7 Em 2020, Trump fez um acordo com os talibãs, com um plano claro sobre a retirada dos militares americanos do Afeganistão, bem como a libertação de milhares de guerreiros talibãs presos pelos EUA ou seus aliados. Naturalmente, uma vez estando este acordo em andamento, os próprios talibãs ressurgiram em força, tendo expectativas, um prazo e uma força humana renovada para reconquistar o Afeganistão. O agora Presidente Biden herdou uma situação sobre a qual tinha duas escolhas possíveis: ou saía do país cumprindo o acordado, ou teria de renegar ao acordo, implicando isso mobilizar novamente mais forças militares norte-americanas para enfrentar, com violência e mais guerra, os reforçados talibãs, que se preparavam há mais de um ano para retomar o país. Face a esta situação, Biden, atendendo às suas posições anteriores, decidiu a retirada. Sejamos claros. Ao contrário de Obama, Biden teve a coragem de gastar capital político na retirada de um teatro de guerra onde os objectivos norte-americanos estavam largamente atingidos. Os Estados Unidos haviam conseguido desmembrar a Al-Qaeda e matar Osama Bin Laden. Quanto aos objectivos dos Afegãos, têm de ser os próprios a defini-los. Será difícil argumentar que a presença norte-americana durante mais 20 anos conseguiria fazer aquilo que nos últimos 20 não conseguiu.

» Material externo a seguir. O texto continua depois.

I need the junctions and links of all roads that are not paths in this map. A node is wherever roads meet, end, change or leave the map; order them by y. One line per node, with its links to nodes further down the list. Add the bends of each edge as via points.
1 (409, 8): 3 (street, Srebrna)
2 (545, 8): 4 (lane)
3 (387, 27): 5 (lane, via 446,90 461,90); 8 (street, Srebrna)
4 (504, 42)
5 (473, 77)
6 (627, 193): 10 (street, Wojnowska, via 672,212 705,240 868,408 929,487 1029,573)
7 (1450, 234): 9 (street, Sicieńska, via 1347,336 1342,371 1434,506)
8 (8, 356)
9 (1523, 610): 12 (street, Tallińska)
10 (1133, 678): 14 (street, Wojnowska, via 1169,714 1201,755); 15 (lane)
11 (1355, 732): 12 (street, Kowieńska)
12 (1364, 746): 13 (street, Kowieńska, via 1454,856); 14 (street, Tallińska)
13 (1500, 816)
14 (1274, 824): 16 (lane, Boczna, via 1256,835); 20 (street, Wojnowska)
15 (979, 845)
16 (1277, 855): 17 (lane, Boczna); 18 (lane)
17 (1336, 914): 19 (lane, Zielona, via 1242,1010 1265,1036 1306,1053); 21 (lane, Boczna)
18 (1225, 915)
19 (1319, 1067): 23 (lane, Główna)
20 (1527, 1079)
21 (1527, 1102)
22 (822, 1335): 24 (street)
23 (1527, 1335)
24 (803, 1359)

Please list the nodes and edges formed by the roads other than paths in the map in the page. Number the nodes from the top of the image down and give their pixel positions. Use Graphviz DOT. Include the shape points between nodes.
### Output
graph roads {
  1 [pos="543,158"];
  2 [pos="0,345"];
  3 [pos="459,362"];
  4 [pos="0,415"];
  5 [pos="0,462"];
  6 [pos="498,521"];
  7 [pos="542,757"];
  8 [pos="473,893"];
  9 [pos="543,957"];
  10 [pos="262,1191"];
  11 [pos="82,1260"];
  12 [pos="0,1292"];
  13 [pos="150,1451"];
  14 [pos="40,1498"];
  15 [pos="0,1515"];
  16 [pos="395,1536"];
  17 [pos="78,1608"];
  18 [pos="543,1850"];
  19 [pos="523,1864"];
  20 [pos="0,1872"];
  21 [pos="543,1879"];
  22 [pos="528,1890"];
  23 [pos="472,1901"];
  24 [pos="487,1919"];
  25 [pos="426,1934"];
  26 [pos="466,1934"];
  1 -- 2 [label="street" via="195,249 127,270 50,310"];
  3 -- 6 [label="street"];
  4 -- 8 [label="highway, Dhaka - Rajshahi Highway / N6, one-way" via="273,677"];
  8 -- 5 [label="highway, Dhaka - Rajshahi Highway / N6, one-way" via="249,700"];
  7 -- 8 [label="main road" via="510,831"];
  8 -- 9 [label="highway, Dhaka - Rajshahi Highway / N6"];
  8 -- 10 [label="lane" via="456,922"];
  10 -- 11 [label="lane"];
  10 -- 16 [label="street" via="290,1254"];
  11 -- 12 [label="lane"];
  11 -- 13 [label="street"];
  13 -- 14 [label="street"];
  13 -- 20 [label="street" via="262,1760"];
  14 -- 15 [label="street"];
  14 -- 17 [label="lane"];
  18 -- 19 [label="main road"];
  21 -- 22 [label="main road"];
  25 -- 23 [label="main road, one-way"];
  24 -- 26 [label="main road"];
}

8 A opção de Biden foi vista negativamente por grande parte das elites de Washington. Importa sublinhar, contudo, que esta visão negativa não se prende apenas com uma preocupação intrínseca com os direitos das mulheres e das minorias. Há muito dinheiro em jogo, na medida em que todos os think tanks, consultoras, empresas privadas de segurança têm imenso a perder com a saída dos Estados Unidos do Afeganistão. A renda de milhares de milhões de dólares que haviam conseguido extrair dos contribuintes americanos está prestes a esgotar-se. De resto, a opinião pública americana continua a apoiar a retirada norte-americana do Afeganistão, embora a maioria discorde da maneira como a retirada foi feita.

9 No meio de tudo isto, falta perguntar onde anda esse pigmeu político e prosélito das massas sobre os Direitos Humanos chamado União Europeia. Mais uma vez (já são quantas as vezes?), a União Europeia mostra a sua total irrelevância no palco internacional. Isto, claro, enquanto prega ao mundo e ao Sr. Órban as maldades da construção de muros e vai pagando à Turquia para fazer o trabalho sujo de servir de tampão a refugiados, terminando muros na Grécia ou mesmo utilizando ultrassons na fronteira externa para impedir o avanço de refugiados. A hipocrisia é tão bonita, não acham?